If you’re looking for the Reader’s Digest version, the station that once started in the spare bedroom by a man with no prior radio experience (other than once changing the lock on a radio station) now occupies a good portion of the house.  The ownership also changed after Buck Burdette’s passing when Marvin Vosper bought the station in 2011.  Vosper had already formed a Lease Management Agreement with Buck and Maude Burdette in 2004.

Tragically, Vosper was killed in a car accident October 8, 2021, eight months after my visit to the station and just days before he’d be finished with his day job as a television broadcast engineer for Christian television network KTBN in California and devote his attention full time to radio in Arizona.

Vosper had basically been a weekend warrior since the late 1970s, devoting his weekdays to television to support his family, and his weekends enjoying his love of radio.  Now, thinking back to Vosper pointing at various projects he was looking forward to tackling and now knowing he was just days away of being able to devote his full attention to his dream of operating and engineering his station along with his family is truly heartbreaking.  Marvin’s son Dennis Vosper has been living in Quartzsite and helping with the station since 2018, and in a Facebook post, he says his family and mother Donna will continue to build his father’s stations in his memory.
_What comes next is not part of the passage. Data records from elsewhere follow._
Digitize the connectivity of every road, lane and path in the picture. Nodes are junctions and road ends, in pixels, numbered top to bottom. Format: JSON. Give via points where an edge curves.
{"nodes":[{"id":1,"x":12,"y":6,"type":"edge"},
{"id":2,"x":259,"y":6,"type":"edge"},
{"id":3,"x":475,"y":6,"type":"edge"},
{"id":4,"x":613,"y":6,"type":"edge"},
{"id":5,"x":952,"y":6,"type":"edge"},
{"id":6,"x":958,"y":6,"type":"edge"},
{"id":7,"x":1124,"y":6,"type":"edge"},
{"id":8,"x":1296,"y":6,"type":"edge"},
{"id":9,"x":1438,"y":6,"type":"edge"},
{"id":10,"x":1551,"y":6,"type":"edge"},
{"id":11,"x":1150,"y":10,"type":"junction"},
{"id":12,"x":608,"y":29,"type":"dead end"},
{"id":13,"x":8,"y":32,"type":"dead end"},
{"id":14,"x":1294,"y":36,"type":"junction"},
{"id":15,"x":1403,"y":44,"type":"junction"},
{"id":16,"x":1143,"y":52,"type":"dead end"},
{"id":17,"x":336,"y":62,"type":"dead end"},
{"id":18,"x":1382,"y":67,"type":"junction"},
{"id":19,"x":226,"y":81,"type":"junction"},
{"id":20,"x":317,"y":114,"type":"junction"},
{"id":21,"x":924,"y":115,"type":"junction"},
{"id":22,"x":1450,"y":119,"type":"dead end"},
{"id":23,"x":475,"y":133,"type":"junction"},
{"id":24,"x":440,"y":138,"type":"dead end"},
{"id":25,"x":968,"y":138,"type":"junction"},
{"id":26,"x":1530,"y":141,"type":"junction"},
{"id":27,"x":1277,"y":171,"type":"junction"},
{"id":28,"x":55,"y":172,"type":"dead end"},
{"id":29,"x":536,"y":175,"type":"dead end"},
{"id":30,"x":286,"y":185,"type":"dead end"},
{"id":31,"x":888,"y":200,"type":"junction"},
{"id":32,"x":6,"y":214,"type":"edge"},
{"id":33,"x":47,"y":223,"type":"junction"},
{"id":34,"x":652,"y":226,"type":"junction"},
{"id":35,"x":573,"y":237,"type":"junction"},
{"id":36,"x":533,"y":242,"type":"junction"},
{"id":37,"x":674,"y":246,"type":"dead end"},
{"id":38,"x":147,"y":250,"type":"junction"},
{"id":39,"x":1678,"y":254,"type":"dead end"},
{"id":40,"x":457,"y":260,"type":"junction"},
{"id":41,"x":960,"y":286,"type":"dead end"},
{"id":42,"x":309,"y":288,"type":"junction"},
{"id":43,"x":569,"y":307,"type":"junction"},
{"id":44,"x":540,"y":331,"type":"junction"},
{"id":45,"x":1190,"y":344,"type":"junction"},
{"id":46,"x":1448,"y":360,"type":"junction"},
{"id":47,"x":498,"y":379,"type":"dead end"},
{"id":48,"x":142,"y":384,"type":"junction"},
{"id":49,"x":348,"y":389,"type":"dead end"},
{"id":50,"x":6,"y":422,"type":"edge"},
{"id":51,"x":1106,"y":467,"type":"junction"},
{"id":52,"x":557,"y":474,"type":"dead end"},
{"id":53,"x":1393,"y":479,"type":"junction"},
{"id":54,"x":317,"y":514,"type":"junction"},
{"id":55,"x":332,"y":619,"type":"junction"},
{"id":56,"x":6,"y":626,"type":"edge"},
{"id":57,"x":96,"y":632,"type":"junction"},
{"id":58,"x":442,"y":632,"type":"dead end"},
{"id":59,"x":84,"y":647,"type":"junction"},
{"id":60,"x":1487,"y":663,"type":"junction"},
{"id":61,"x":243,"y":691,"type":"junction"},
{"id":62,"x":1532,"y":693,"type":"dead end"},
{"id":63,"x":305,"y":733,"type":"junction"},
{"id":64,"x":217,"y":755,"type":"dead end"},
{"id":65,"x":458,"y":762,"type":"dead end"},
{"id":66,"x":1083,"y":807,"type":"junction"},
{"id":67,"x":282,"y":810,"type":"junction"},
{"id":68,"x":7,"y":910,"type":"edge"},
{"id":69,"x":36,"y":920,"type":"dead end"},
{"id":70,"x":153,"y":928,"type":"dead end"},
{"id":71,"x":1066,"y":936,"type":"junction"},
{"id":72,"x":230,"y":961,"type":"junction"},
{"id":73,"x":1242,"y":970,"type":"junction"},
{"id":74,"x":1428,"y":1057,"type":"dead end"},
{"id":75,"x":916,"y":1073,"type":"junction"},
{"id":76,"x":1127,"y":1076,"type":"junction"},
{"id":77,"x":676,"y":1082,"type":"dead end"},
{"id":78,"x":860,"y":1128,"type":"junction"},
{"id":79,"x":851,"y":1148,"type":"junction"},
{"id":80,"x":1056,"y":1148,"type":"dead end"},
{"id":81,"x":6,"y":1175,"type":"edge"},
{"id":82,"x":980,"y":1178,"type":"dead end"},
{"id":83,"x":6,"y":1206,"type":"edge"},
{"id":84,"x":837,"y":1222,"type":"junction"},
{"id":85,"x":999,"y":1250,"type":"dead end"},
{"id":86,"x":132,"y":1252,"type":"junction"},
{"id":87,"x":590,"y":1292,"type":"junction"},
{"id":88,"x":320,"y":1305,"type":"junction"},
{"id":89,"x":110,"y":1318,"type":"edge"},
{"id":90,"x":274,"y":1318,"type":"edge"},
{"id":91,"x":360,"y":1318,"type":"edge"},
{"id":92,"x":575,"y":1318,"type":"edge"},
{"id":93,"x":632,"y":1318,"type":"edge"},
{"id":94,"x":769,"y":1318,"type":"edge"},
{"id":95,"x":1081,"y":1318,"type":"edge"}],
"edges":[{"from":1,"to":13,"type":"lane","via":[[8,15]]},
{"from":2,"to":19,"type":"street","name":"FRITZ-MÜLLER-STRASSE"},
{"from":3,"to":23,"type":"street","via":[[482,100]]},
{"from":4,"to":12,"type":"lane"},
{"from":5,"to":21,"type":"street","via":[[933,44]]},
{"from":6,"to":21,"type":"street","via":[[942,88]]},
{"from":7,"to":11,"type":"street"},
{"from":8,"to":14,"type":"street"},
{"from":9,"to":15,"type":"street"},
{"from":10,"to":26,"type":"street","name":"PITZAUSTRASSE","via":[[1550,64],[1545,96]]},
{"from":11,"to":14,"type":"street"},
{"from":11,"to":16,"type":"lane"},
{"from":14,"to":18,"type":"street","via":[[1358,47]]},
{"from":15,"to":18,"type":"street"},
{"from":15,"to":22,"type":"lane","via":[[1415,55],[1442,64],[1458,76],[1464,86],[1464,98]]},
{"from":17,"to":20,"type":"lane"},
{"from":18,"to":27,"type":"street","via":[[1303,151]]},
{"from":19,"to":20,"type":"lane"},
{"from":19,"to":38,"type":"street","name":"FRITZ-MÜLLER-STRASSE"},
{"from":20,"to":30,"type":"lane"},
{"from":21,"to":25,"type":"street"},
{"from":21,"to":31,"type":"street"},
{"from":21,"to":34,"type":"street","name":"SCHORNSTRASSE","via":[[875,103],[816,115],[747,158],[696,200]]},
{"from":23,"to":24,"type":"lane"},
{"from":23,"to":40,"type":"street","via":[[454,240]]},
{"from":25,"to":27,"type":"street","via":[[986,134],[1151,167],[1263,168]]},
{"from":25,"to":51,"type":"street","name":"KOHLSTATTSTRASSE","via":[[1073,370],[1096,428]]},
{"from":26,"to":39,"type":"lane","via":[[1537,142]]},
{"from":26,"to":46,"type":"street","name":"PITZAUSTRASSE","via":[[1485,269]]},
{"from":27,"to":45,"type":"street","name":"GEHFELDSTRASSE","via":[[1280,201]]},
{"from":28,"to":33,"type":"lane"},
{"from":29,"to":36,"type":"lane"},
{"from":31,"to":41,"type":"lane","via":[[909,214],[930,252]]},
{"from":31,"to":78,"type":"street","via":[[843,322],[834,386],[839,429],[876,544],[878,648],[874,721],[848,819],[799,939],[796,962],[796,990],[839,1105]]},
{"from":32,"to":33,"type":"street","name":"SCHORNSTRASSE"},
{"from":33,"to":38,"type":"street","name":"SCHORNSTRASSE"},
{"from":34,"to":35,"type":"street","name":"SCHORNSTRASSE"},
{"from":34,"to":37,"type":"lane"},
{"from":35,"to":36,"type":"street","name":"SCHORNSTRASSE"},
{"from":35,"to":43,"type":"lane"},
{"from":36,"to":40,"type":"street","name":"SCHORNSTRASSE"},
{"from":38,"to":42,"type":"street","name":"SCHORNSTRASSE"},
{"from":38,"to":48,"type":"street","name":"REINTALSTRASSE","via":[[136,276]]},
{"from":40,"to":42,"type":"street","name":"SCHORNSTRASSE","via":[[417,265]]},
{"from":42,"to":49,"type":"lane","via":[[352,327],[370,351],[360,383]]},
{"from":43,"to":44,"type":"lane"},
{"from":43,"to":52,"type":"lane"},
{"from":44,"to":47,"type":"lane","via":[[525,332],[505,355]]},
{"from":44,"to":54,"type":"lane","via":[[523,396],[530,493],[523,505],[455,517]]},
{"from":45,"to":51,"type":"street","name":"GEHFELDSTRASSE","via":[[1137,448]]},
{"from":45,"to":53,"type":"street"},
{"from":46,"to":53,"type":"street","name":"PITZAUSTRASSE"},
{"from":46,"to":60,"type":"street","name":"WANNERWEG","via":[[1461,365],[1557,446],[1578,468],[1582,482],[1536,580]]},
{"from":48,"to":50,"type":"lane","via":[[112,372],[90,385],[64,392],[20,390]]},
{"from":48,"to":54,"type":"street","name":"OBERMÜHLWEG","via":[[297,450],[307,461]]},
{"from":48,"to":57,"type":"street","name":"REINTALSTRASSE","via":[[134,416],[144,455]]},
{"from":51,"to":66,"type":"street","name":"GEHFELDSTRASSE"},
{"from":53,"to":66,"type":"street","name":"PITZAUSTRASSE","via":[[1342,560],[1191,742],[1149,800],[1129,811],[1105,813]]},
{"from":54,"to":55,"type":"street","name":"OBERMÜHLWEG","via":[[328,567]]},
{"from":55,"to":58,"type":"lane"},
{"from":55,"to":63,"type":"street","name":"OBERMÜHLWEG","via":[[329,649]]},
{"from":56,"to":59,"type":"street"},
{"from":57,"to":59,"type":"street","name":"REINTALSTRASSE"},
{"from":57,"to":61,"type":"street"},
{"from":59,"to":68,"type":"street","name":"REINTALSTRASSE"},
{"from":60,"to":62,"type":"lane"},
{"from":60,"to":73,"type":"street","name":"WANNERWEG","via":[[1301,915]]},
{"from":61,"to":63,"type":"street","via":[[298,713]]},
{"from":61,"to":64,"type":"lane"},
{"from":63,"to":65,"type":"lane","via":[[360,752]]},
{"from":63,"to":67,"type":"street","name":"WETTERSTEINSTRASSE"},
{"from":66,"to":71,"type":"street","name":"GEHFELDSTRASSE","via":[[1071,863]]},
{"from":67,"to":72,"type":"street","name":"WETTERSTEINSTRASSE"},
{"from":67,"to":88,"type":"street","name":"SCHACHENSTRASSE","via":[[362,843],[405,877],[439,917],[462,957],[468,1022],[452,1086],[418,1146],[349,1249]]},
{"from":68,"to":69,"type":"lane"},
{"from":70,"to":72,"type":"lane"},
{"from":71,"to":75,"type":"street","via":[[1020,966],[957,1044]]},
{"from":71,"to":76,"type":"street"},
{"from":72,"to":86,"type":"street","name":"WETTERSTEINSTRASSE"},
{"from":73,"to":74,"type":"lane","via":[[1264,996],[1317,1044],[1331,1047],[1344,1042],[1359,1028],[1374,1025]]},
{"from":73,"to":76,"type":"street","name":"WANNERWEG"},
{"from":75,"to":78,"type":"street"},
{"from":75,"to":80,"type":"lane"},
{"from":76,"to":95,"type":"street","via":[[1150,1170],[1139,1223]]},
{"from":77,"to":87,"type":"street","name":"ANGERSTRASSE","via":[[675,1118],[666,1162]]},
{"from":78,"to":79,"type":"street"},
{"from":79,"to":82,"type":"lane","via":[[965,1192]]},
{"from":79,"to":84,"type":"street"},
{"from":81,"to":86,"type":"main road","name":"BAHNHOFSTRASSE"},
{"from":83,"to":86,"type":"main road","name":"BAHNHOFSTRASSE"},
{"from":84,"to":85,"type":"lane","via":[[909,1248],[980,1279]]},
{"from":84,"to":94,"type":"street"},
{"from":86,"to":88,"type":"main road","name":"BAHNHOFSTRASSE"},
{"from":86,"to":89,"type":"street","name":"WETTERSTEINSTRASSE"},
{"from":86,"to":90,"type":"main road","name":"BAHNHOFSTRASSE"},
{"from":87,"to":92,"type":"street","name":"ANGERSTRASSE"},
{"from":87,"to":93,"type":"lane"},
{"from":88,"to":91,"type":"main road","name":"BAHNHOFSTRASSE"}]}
I only got to spend an hour or so with Marvin, but anyone who knew him will tell you he was a very competent broadcast engineer, always put his family first, and was loved deeply by his community and kin.

Let’s take a look now at how the station looked in early 2021 when I had the chance to visit, guided by Marvin and Dennis Vosper, starting with the original spare bedroom.

The Ramko stereo console has been replaced with an Autogram, but there’s still a cart deck hiding to the right of the console.  Of course KBUX programming no longer runs off 14-hour tapes.  Skylla automation handles that task now, and the transmitter no longer fits in the spare bedroom (you’ll see why in a moment).  Optimod 8100s are always a welcome sight.  Let’s turn around and head to the living room.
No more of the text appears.